Computerworld
FAQ: What does Microsoft's latest move in enterprise search mean?
Microsoft plans to acquire Norwegian enterprise search vendor Fast Search & Transfer for US$1.23 billion in order to broaden its enterprise search portfolio.

What is the news here?

Microsoft plans to acquire Norwegian enterprise search vendor Fast Search & Transfer for US$1.23 billion in order to broaden its enterprise search portfolio.

Why did Microsoft target Fast?

Microsoft introduced in November its lineup of enterprise search tools, but the portfolio had a pronounced gap on the high end. Or as Jeff Raikes, president of Microsoft's business division, said in a press conference Tuesday, "Microsoft had the tools to search millions of documents but not billions of documents."

What else does Fast bring to the table for Microsoft?

In addition to scalability, Fast brings a development platform and a service-oriented architecture that will aid in integrating search across a broad range of enterprise systems. "Companies need to consider the importance of being able to mine data and extract the value of information from it to meet compliance, e-discovery or corporate governance mandates," according to Deni Connor, principal analyst for research firm Storage Strategies Now.

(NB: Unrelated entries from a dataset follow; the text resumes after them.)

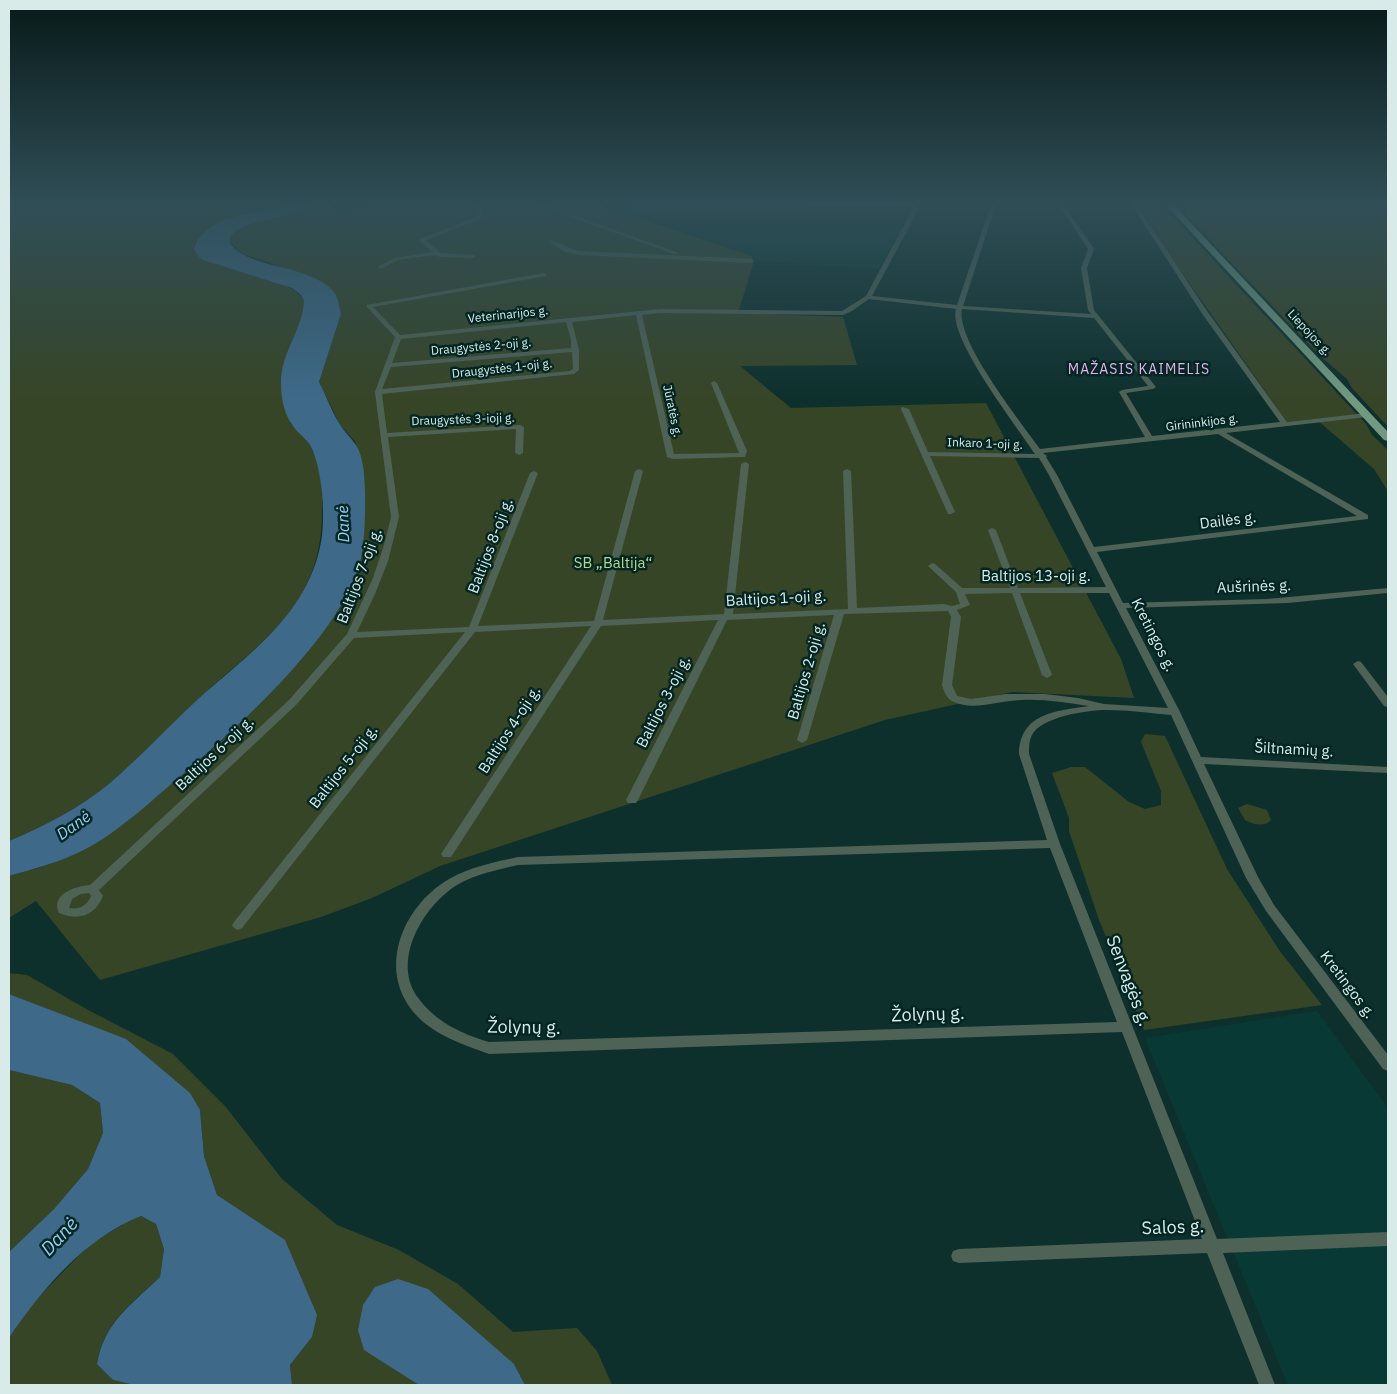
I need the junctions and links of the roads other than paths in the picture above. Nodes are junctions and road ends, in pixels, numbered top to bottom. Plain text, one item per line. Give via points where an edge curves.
1 (883, 269) edge
2 (973, 269) edge
3 (1084, 269) edge
4 (1176, 269) edge
5 (1229, 269) edge
6 (544, 275) dead end
7 (868, 297) junction
8 (960, 307) junction
9 (639, 313) junction
10 (1094, 316) junction
11 (568, 320) junction
12 (398, 337) junction
13 (576, 350) junction
14 (387, 365) junction
15 (714, 383) dead end
16 (378, 392) junction
17 (905, 409) dead end
18 (1367, 415) junction
19 (1285, 424) junction
20 (1221, 433) junction
21 (383, 435) junction
22 (1388, 438) edge
23 (1150, 440) junction
24 (519, 453) dead end
25 (926, 454) junction
26 (1041, 454) junction
27 (745, 464) dead end
28 (639, 471) dead end
29 (847, 471) dead end
30 (534, 474) dead end
31 (952, 512) dead end
32 (992, 530) dead end
33 (1093, 550) junction
34 (932, 566) dead end
35 (1113, 590) junction
36 (1387, 590) dead end
37 (960, 591) junction
38 (1015, 591) junction
39 (1121, 606) junction
40 (952, 609) junction
41 (853, 610) junction
42 (840, 611) junction
43 (726, 617) junction
44 (598, 623) junction
45 (473, 628) junction
46 (351, 635) junction
47 (1358, 664) dead end
48 (1047, 675) dead end
49 (1388, 704) edge
50 (1110, 706) junction
51 (1175, 712) junction
52 (802, 740) dead end
53 (1198, 760) junction
54 (1388, 770) edge
55 (632, 800) dead end
56 (1054, 844) junction
57 (447, 854) dead end
58 (93, 889) dead end
59 (238, 925) dead end
60 (1126, 1027) junction
61 (1388, 1065) edge
62 (1388, 1238) edge
63 (1214, 1246) junction
64 (959, 1256) dead end
65 (1267, 1385) edge

1 - 7 street, Veterinarijos g.
2 - 8 street, Kretingos g.
3 - 10 street via 1088,300
4 - 19 street
5 - 18 main road, Liepojos g.
6 - 12 street via 369,306
7 - 8 street
7 - 9 street, Veterinarijos g. via 848,311 835,314 681,310
8 - 10 street
8 - 26 street, Kretingos g. via 957,322 965,341
9 - 11 street, Veterinarijos g.
9 - 15 street, Jūratės g. via 673,457 742,455
10 - 23 street via 1153,387 1122,392
11 - 12 street, Veterinarijos g.
11 - 13 street, Draugystės 1-oji g.
12 - 14 street
13 - 14 street, Draugystės 2-oji g.
13 - 16 street, Draugystės 1-oji g. via 576,370 572,373
14 - 16 street
16 - 21 street, Baltijos 7-oji g.
17 - 25 street
18 - 19 street, Girininkijos g.
18 - 22 main road, Liepojos g.
19 - 20 street, Girininkijos g.
20 - 23 street, Girininkijos g.
20 - 33 street, Dailės g. via 1365,517
21 - 24 street, Draugystės 3-ioji g. via 520,427
21 - 46 street, Baltijos 7-oji g. via 394,525 370,596
23 - 26 street, Girininkijos g.
25 - 26 street, Inkaro 1-oji g.
25 - 31 street
26 - 33 street, Kretingos g.
27 - 43 street
28 - 44 street, Baltijos 4-oji g.
29 - 41 street
30 - 45 street, Baltijos 8-oji g.
32 - 38 street
33 - 35 street, Kretingos g.
34 - 37 street, Baltijos 13-oji g.
35 - 38 street, Baltijos 13-oji g.
35 - 39 street, Kretingos g.
36 - 39 street, Aušrinės g. via 1362,590 1290,600
37 - 38 street, Baltijos 13-oji g.
37 - 40 street, Baltijos 13-oji g. via 965,605
38 - 48 street
39 - 51 street, Kretingos g.
40 - 41 street, Baltijos 1-oji g.
40 - 50 street via 956,617 947,686 958,700 970,702 1012,696
41 - 42 street, Baltijos 1-oji g.
42 - 43 street, Baltijos 1-oji g.
42 - 52 street, Baltijos 2-oji g.
43 - 44 street, Baltijos 1-oji g.
43 - 55 street, Baltijos 3-oji g.
44 - 45 street, Baltijos 1-oji g.
44 - 57 street, Baltijos 4-oji g.
45 - 46 street, Baltijos 1-oji g.
45 - 59 street, Baltijos 5-oji g.
46 - 58 street, Baltijos 6-oji g. via 293,702
47 - 49 street
50 - 51 street, Senvagės g.
50 - 56 street, Senvagės g. via 1049,717 1027,732 1024,754
51 - 53 street, Kretingos g.
53 - 54 street, Šiltnamių g.
53 - 61 street, Kretingos g. via 1252,878 1270,908
56 - 60 street, Senvagės g.
56 - 60 street, Žolynų g. via 518,861 488,867 448,886 435,895 422,911 406,938 401,970 404,986 423,1014 444,1030 464,1041 489,1048
60 - 63 street, Senvagės g.
62 - 63 street, Salos g.
63 - 64 street, Salos g.
63 - 65 street, Senvagės g.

What else intrigued Microsoft about Fast?

Microsoft wants users to be able to find the data they need - structured (database) and unstructured (collaboration, text documents) - and Fast's search technology is a means to that end. The company's motto has been that its technology does not search, it finds. The scope of Fast's technology - defined partly by its Contextual Insight and Contextual Navigation features - also will aid Microsoft's business intelligence efforts. And beyond data, Fast's technology offers the ability to extract people, places, locations, dates from corporate repositories. The company's Web site says it has "solutions that monitor competitive intelligence, provide brand and litigation protection, support regulatory and policy compliance, and investigate criminal and terrorist activity."

So how will Microsoft's enterprise search lineup look?

In general, Fast's technology will compliment Microsoft's existing search technology by providing pin-point data discovery as opposed to the broad and generalized search capabilities of SharePoint Server, and the forthcoming Search Server 2008 and Search Server Express 2008 (both of which run on top of SQL Server).

Raikes was sketchy on product, pricing, packaging and other details, saying he could not be more specific until the deal closes. But he said the plan is to make sure Microsoft has enterprise search covered from top to bottom. He also said the technology could spill over into Web-based search tools, and that Fast's development platform would let users have "a wide range of domain specific searches."

What about the competition?

This is all being driven by the competition to grab a share of the developing enterprise search market. In fact, Microsoft was so hot to fill out its portfolio it offered Fast, which had recently gone through a restructuring, a 42% premium over the company's closing share price on Jan. 4th. Allan B. Krans, an analyst with Technology Business Research, lists Google, IBM, Yahoo, EMC and Oracle as competitors that will line up against Microsoft.

Is there anything else under the covers here?

Fast had been exploring online advertising and search monetization and those are issues dear to Microsoft's heart outside the enterprise software market. Last year, Microsoft made its largest acquisition ever paying US$6 billion for aQuantive, a digital marketing services agency. Microsoft's goal was to expand its Internet advertising business and Fast could help that effort. After the aQuantive deal, Microsoft formed the Advertiser and Publisher Solutions Group and named former aQuantive CEO Brian McAndrews as its chief.